MENCERAHKAN ELEMEN BANGSA

MEMBUKA JENDELA DUNIA







Thursday, June 25, 2009

JARGON CALON PRESIDEN

Semaraknya pemilihan calon presiden Indonesia 2009 mewarnai hampir seluruh aspek kehidupan. Kalau dilihat dari penggunaan kata dalam debat, iklan maupun komentar baik melalui media cetak, televisi bahkan online, maka kata "rakyat" menjadi primadona.Mengapa?
Semua calon mau mengambil simpati dan empati dari rakyat. Harapannya rakyat mau memilih sang calon menjadi bosnya lima tahun ke depan. Aneh juga, rakyat yang selama ini selalu di bawah, seolah-olah menjadi majikan dari calon majikan. Proses majikanisasi ini berulang ulang setiap pemilihan presiden di mana pun.
Sayangnya secara jujur, dalam transaksi pihak calon dan rakyat untuk mendapatkan posisi majikan ini, sudah dapat ditebak pihak rakyat sangat lemah.

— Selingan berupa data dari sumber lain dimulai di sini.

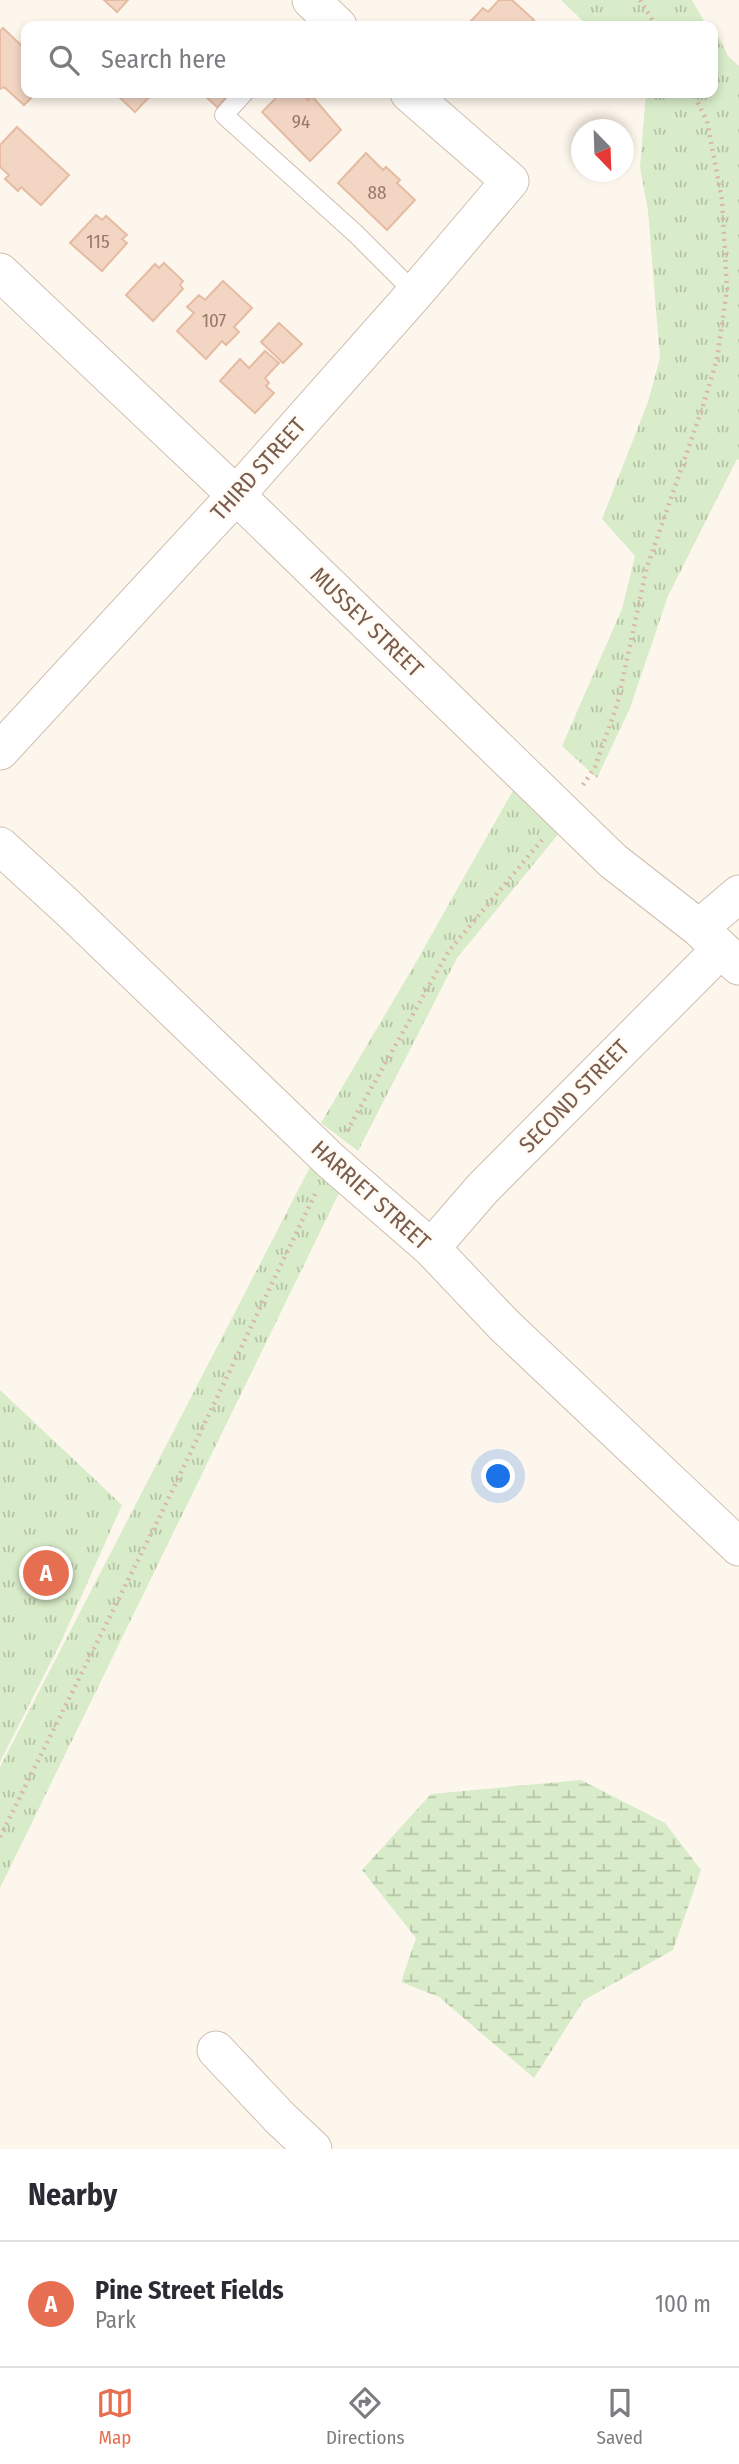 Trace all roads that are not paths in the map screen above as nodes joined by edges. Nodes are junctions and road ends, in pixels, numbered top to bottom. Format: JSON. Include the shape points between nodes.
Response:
{"nodes":[{"id":1,"x":239,"y":98,"type":"edge"},
{"id":2,"x":415,"y":98,"type":"edge"},
{"id":3,"x":0,"y":272,"type":"edge"},
{"id":4,"x":415,"y":293,"type":"junction"},
{"id":5,"x":236,"y":495,"type":"junction"},
{"id":6,"x":0,"y":751,"type":"edge"},
{"id":7,"x":0,"y":846,"type":"edge"},
{"id":8,"x":739,"y":894,"type":"edge"},
{"id":9,"x":720,"y":948,"type":"edge"},
{"id":10,"x":431,"y":1248,"type":"junction"},
{"id":11,"x":739,"y":1547,"type":"edge"},
{"id":12,"x":216,"y":2050,"type":"dead end"},
{"id":13,"x":313,"y":2149,"type":"edge"}],
"edges":[{"from":1,"to":4,"type":"lane","via":[[224,115]]},
{"from":2,"to":4,"type":"street","name":"THIRD STREET","via":[[510,181]]},
{"from":3,"to":5,"type":"street","name":"MUSSEY STREET"},
{"from":4,"to":5,"type":"street","name":"THIRD STREET"},
{"from":5,"to":6,"type":"street","name":"THIRD STREET"},
{"from":5,"to":9,"type":"street","name":"MUSSEY STREET","via":[[613,861]]},
{"from":7,"to":10,"type":"street","name":"HARRIET STREET","via":[[331,1161]]},
{"from":8,"to":9,"type":"street","name":"SECOND STREET"},
{"from":9,"to":10,"type":"street","name":"SECOND STREET","via":[[482,1188]]},
{"from":10,"to":11,"type":"street","name":"HARRIET STREET","via":[[505,1326]]},
{"from":12,"to":13,"type":"street"}]}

Rakyat memberikan seluruh kepercayaannya yang bahkan sama dengan kepercayaan kepada Tuhannya kepada calon. Penyerahan total. Tetapi marikita lihat, apakah yang diberikan calon? Hanya jargon titik.
Oleh karena itu, setelah calon dipilih menjadi majikan, maka jargon tinggal kenangan, kehidupan rakyat berlanjut dan berlalu menunggu datangya lima tahun lagi untuk menerima jargon baru.

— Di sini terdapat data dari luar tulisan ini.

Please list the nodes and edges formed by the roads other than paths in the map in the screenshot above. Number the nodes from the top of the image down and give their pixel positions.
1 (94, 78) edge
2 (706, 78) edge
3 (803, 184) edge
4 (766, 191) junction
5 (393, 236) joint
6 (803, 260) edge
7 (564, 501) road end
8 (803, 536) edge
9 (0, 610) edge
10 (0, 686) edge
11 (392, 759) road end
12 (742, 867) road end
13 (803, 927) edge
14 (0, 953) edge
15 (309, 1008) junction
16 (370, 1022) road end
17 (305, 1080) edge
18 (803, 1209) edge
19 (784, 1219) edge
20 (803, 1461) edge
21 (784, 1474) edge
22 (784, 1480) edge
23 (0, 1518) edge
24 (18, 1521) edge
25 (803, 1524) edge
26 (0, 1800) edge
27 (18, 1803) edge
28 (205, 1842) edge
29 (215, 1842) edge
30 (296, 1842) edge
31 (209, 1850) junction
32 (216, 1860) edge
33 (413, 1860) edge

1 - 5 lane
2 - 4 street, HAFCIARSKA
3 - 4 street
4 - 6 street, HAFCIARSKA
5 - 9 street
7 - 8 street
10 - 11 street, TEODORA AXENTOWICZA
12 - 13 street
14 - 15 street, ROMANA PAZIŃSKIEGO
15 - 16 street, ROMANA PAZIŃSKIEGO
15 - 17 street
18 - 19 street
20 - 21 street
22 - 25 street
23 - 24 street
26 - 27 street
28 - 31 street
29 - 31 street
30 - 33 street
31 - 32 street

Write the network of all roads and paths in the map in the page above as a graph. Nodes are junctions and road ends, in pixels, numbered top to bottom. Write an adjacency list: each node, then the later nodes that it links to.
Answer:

Dari tiga calon presiden 2009, ada 2 jargon yang sering muncul walaupun tidak menggunakan kata rakyat. Mungkin takut kualat atau terjerat janji.
Ada jargon "lanjutkan". Sementara ada lagi "lebih cepat lebih baik".

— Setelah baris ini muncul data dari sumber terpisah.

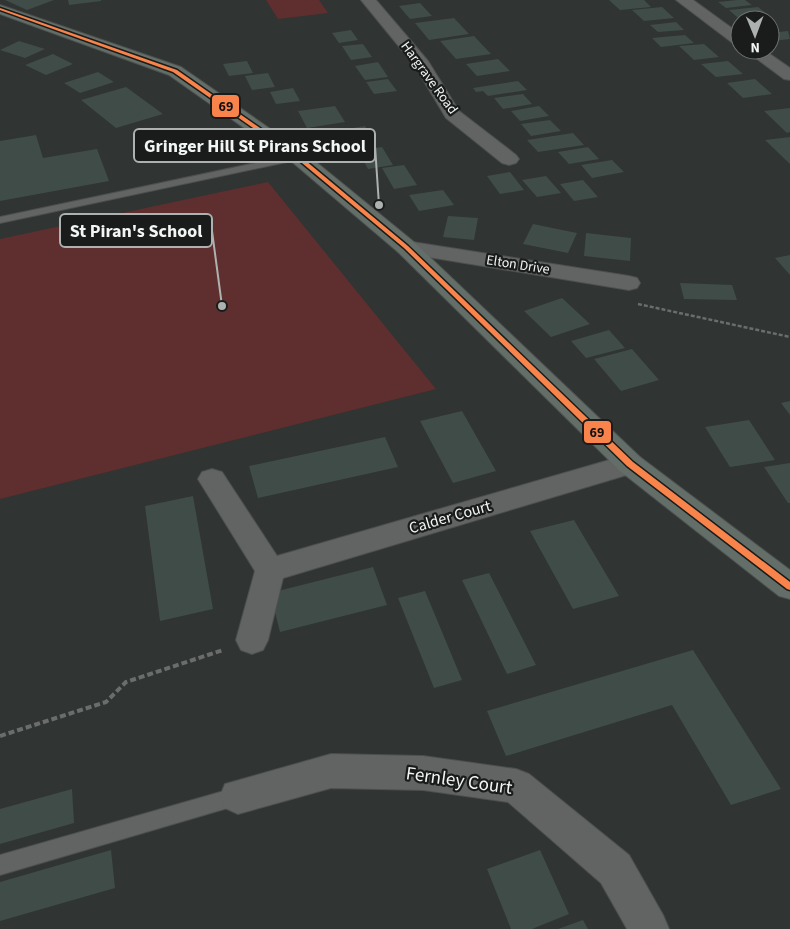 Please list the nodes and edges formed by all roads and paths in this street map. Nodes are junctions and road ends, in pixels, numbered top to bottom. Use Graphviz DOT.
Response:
graph roads {
  1 [pos="368,0"];
  2 [pos="683,0"];
  3 [pos="0,9"];
  4 [pos="730,34"];
  5 [pos="768,60"];
  6 [pos="790,75"];
  7 [pos="496,154"];
  8 [pos="298,157"];
  9 [pos="0,220"];
  10 [pos="406,247"];
  11 [pos="629,284"];
  12 [pos="630,464"];
  13 [pos="212,479"];
  14 [pos="270,570"];
  15 [pos="790,587"];
  16 [pos="252,640"];
  17 [pos="0,736"];
  18 [pos="238,796"];
  19 [pos="0,865"];
  20 [pos="649,929"];
  1 -- 7 [label="street, Hargrave Road"];
  2 -- 4 [label="street"];
  3 -- 8 [label="main road"];
  5 -- 6 [label="street"];
  8 -- 9 [label="lane"];
  8 -- 10 [label="main road"];
  10 -- 11 [label="street, Elton Drive"];
  10 -- 12 [label="main road"];
  12 -- 14 [label="street, Calder Court"];
  12 -- 15 [label="main road"];
  13 -- 14 [label="street"];
  14 -- 16 [label="street"];
  16 -- 17 [label="path"];
  18 -- 19 [label="lane"];
  18 -- 20 [label="street, Fernley Court"];
} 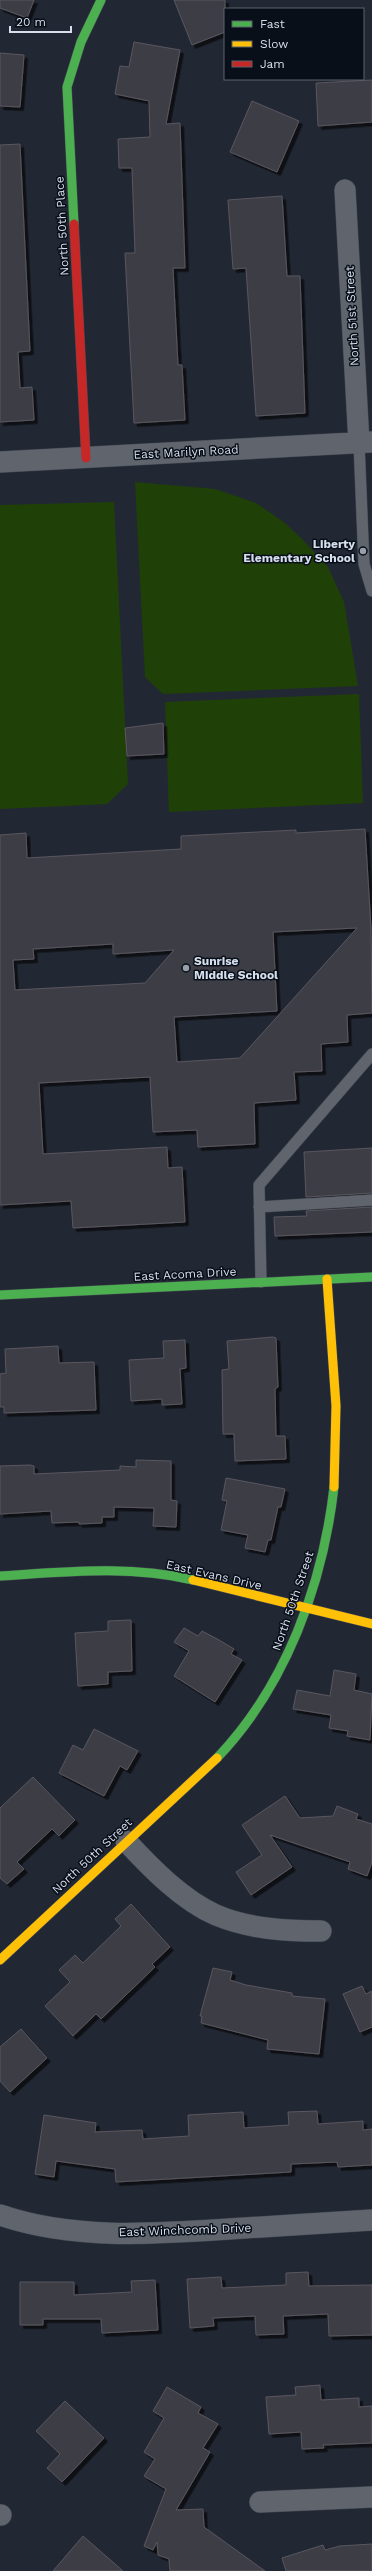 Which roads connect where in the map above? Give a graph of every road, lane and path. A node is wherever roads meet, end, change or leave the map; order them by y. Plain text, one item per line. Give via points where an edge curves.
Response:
1 (101, 0) edge
2 (345, 190) dead end
3 (365, 442) edge
4 (86, 458) junction
5 (0, 462) edge
6 (372, 591) edge
7 (372, 1054) edge
8 (372, 1200) edge
9 (259, 1207) junction
10 (372, 1277) edge
11 (327, 1279) junction
12 (261, 1282) junction
13 (0, 1295) edge
14 (0, 1576) edge
15 (305, 1608) junction
16 (372, 1624) edge
17 (126, 1841) junction
18 (321, 1931) dead end
19 (0, 1960) edge
20 (0, 2214) edge
21 (372, 2220) edge
22 (372, 2497) edge
23 (260, 2502) dead end

1 - 4 street, North 50th Place via 85,28 73,59 67,87
2 - 3 street, North 51st Street
3 - 4 street, East Marilyn Road
3 - 6 lane via 364,564
4 - 5 street, East Marilyn Road
7 - 9 lane via 259,1185
8 - 9 lane
9 - 12 lane
10 - 11 street, East Acoma Drive
11 - 12 street, East Acoma Drive
11 - 15 street, North 50th Street via 335,1424 335,1481 328,1534
12 - 13 street, East Acoma Drive
14 - 15 street, East Evans Drive via 113,1569 144,1572 176,1576
15 - 16 street, East Evans Drive
15 - 17 street, North 50th Street via 282,1666 232,1741
17 - 18 street via 181,1892 215,1914 254,1926 288,1931
17 - 19 street, North 50th Street
20 - 21 street, East Winchcomb Drive via 20,2222 91,2232 179,2232
22 - 23 street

Entah disengaja atau tidak, jargon tersebut menjadi pertentangan yang menarik dalam kelakar masyarakat.
Seorang teman roker alias langganan kereta mengajak supaya mendukung program lanjutkan. Tapi dikomentari oleh roker lain, apakah masih bisa dilanjutkan kalau tidak cepat dan lebih baik? Komentar tersebut menjadi menarik karena dua teman saling mempertahankan dan mengajukan jargon yang dipegang.
Padahal kalau berbalik ke fakta sejarah, hampir mustahil ada untungnya atau manfaatnya memperjuangkan jargon dan pencetus jargon. Semua berlalu seiring lewatnya sang waktu.
Aku sendiri merenungkan komentar teman-teman tersebut dalam perjalanan di kereta. Apa sebetulnya yang dapat dipegang dari jargon itu? Kalau mau hitungan kasar, lebih banyak mudaratnya dari manfaatnya bagi rakyat. Mengapat tidak? Yang pasti jargo lebih sebagai ajang adu mulut bahkan adu otot, dibandingkan memberi kekuatan fisik dan rohani kepada rakyat. Belum lagi niat dari jargon bukan untuk dijadikan pegangan bagi pemilik maupun penerima sekaligus pemegang jargon itu.
Lalu untuk apa memori rakyat direcoki jargon itu? Apakah perlu dilanjutkan jargon itu meskipun lebih cepat dan lebih baik? Apakah calon tanpa jargon lebih berguna?